Когда я вернулась в этот день с работы, ребятки не отходили от меня. Они скучали без ребят, без Семена. У детей была любимая игрушка – большая русская матрешка, с которой они всегда играли. И вдруг Леночка обнаружила ее отсутствие. Стали везде ее искать, и тут Костик неожиданно сказал: «Не ищи, она умерла, я ее похоронил» – и повел нас во двор к бугорку, где была зарыта матрешка. Мы с Леночкой ее извлекли, а Костик посмотрел на меня и спросил: «А Костик тоже умрет?» Откуда у него появились такие мысли? Я постаралась отвлечь его этих мыслей, но на душе у меня стало как-то не по себе. Теперь я постоянно думаю о том, что у него было какое-то предчувствие. И еще – в эту ночь Костик спал тревожно, проснувшись, заплакал и сказал, что хочет ко мне, потому что ему страшно. Я взяла его к себе в постель, он крепко прижался ко мне, успокоился и заснул. Надо сказать, что к этому времени Маруся, которая смотрела за детьми, устроилась на завод и к нам приходила пожилая женщина, которая в мое отсутствие смотрела за детьми. Утром, как всегда, собралась на работу. Обыкновенно перед уходом я целовала детей, они провожали меня до дверей, махали ручками. Но в это утро Костик вдруг сказал: «Мама, не уходи на работу, Костику будет скучно». Я постаралась его отвлечь и незаметно ускользнула, оставив ребяток на няню. Леночке 18 июня исполнилось 4 года, а Костику через три недели должно было исполниться 3 года. Не прошло и трех часов после того, как я пришла на работу, как позвонили из дома и сказали, что куда-то исчез Костик, не пришел ли он ко мне, уже два часа его ищут и нигде не найдут. Сразу вспомнился весь вчерашний день, тревожная ночь. Что-то страшное сдавило сердце. Я бегом помчалась домой. Все мои сослуживцы бросились на поиски Костика, но его нигде не было. Леночка утверждала, что вскоре после моего ухода к крыльцу подошел новенький мальчик и позвал Костика пойти с ним погулять, собирать цветочки, хотела и она с ними пойти, но он ее не взял. Новенький мальчик – Гумин – категорически отрицал и говорил, что он к крыльцу не подходил и никого не видел.

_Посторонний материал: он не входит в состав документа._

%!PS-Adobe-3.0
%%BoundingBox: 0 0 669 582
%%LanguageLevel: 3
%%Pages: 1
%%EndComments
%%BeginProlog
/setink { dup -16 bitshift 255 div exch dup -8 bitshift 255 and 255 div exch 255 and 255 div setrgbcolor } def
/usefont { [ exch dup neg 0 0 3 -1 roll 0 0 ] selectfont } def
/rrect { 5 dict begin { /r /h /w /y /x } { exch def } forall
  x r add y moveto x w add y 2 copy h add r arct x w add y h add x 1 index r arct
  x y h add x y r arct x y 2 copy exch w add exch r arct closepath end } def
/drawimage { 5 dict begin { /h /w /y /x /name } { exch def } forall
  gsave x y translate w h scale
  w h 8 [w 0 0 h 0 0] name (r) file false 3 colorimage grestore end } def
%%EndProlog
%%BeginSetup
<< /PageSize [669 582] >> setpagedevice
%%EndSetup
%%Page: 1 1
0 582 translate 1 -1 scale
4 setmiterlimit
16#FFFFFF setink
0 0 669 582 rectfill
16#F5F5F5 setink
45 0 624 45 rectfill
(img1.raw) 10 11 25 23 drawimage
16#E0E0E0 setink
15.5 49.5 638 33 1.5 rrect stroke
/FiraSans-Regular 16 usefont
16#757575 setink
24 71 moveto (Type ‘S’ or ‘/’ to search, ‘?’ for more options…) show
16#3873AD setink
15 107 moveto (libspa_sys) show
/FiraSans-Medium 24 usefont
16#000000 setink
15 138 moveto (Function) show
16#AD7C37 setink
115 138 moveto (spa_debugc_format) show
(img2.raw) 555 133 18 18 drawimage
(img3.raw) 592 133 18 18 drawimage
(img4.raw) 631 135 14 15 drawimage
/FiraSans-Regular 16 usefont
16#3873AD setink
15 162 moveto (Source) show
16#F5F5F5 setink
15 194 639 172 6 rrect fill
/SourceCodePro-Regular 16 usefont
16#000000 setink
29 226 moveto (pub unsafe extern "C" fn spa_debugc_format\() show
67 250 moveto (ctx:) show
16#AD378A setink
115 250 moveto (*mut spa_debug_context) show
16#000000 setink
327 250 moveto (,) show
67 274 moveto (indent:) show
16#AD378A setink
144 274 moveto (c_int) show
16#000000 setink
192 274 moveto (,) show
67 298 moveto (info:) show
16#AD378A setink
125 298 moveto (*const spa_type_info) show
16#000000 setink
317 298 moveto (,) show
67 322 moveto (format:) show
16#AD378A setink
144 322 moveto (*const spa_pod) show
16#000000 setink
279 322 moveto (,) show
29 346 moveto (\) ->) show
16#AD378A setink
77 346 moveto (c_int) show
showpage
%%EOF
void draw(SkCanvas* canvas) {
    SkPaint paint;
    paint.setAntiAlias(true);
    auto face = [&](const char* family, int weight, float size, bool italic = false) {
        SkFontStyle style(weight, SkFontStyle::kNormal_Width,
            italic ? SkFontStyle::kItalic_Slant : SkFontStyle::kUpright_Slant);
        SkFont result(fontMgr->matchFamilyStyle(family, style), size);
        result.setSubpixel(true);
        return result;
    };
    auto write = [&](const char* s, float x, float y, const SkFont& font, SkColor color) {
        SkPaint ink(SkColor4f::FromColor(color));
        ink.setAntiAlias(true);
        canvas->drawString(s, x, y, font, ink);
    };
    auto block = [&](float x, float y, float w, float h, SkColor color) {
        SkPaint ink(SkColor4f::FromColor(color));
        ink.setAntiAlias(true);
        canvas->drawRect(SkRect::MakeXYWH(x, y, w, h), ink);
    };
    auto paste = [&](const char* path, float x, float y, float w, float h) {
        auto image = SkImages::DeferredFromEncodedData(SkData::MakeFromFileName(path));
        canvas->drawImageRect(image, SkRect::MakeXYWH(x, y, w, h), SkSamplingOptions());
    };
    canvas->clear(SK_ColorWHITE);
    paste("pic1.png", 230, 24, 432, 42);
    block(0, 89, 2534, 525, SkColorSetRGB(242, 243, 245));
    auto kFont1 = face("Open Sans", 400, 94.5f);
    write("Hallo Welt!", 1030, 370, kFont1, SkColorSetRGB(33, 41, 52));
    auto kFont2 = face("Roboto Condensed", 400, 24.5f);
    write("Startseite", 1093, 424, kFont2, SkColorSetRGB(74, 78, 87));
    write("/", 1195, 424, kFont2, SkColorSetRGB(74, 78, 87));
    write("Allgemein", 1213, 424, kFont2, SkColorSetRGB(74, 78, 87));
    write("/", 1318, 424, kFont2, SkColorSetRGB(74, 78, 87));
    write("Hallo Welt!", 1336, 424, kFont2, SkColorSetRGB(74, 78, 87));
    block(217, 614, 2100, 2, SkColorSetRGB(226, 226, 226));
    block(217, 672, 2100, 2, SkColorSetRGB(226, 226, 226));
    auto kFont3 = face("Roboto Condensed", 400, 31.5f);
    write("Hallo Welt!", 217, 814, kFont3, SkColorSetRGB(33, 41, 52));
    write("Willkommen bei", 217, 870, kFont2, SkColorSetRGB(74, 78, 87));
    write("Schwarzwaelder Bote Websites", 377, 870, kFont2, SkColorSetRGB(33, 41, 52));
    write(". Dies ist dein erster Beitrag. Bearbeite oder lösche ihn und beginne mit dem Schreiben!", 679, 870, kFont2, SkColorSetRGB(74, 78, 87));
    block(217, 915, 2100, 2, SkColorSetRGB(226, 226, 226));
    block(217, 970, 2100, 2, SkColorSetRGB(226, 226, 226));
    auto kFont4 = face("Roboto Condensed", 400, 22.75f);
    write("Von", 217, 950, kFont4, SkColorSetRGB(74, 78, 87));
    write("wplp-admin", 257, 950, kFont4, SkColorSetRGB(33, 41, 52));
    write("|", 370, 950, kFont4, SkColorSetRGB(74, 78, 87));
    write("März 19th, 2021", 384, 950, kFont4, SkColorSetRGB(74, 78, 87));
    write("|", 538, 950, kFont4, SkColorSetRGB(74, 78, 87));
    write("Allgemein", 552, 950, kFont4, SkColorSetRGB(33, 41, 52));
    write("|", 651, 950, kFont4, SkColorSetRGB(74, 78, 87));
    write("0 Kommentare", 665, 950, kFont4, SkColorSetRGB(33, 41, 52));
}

Позвонили в Красное Село Семену, куда он ушел с ребятами в поход. К 2 часам дня он прискакал. Мы понимали, что случилось что-то непоправимое и все же еще надеялись. Искали все и где только могли – в колодце, в пруду, в лесу, но все было тщетно. Уже начало смеркаться, две женщины на поляне около пруда собирали цветы. И вдруг страшно закричали. Семен метнулся туда. В кустах, прикрытый травой, лежал убитый Костик. Нет слов, чтобы описать то горе, которое мы пережили. Казалось, за один миг рухнула жизнь. За 10 минут, что Семен нес Костика от пруда домой, он поседел и как-то окаменел. Я не могла плакать, и от этого стало еще страшней. До последней минуты похорон я не проронила ни одной слезы и, только возвратясь домой, я разрыдалась. Меня начали успокаивать, а наш большой друг тетя Варя сказала: «Оставьте ее, дайте выплакаться, и ей станет легче». Трудно мне и сейчас вспоминать, как мы справились тогда со своим горем. Наверно, в первую очередь, помогла Леночка. Нужно было ее успокоить (она очень тяжело переживала потерю братика), наконец, продолжать жить для нее.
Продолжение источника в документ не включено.